Those moves have largely been welcomed as evidence of political reform.
But the cozy links between the regime and top businessmen has also sparked worries that the investigations could affect some of the country's blue chip companies.
Economists and analysts say that the rampant corruption in Egypt under Mubarak meant that success in business involved having to cozy up to the regime.
While there needs to be a reckoning, it must be within certain bounds so that the broader economy is not affected, economists said.
"Instead of going after every businessman, they should be much more mindful of fixing the system so that it becomes more transparent," said John Sfakianakis, chief economist with the Riyadh, Saudi Arabia-based Banque Saudi-Fransi, adding that the new Egyptian government cannot simply "react to popular sentiment" calling for broader crackdowns.
They should be looking at the system instead of the actors.
The system was corrupt," he said. The order barring Heikal from travel, announced last week at roughly the same time that a government agency rescinded a deal to sell 20 million meters of land to ERC, appeared to be cases in point of how such allegations of cronyism could impact the market.

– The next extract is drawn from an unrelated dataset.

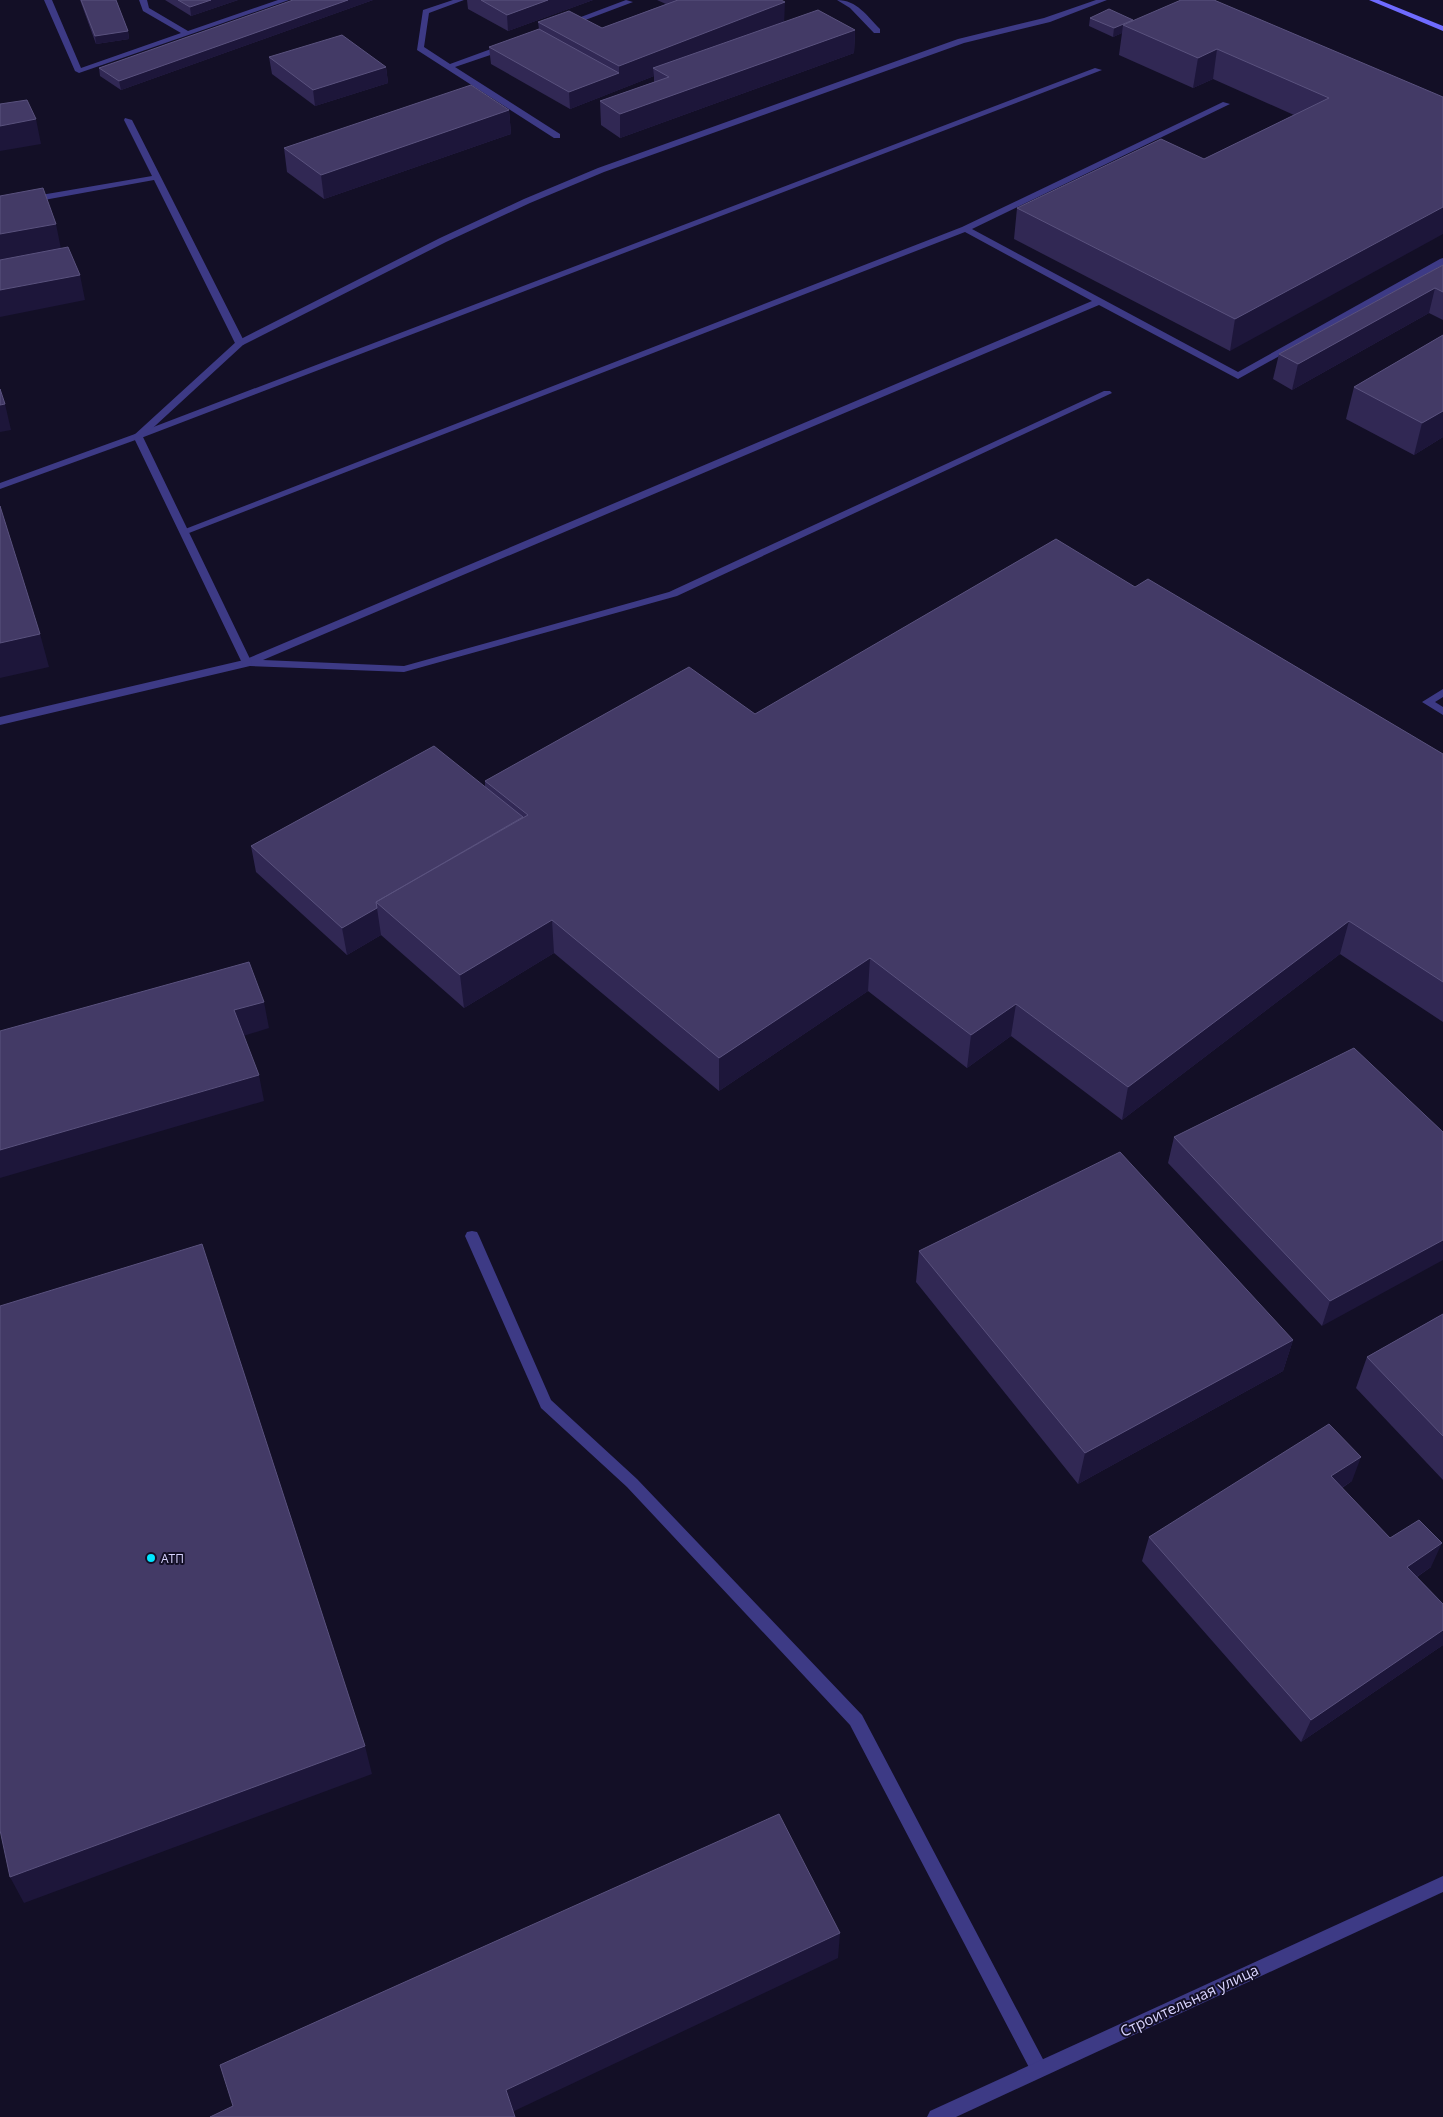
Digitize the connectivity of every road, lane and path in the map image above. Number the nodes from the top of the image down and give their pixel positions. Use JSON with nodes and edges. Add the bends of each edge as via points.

The stock market's big board was awash in red. Of the 181 listed companies, 172 were posting losses, according to the exchange's Web site. Citadel's shares were down 9.59 percent, while investment bank EFG-Hermes saw its shares tumble 9.9 percent, according to information on financial data Web site, Zawya.com.
Heikal, Citadel's chairman, had been a managing director at EFG before founding the private equity firm and the investment bank's shares appeared to be taking a beating in part because of his prior links to the institution.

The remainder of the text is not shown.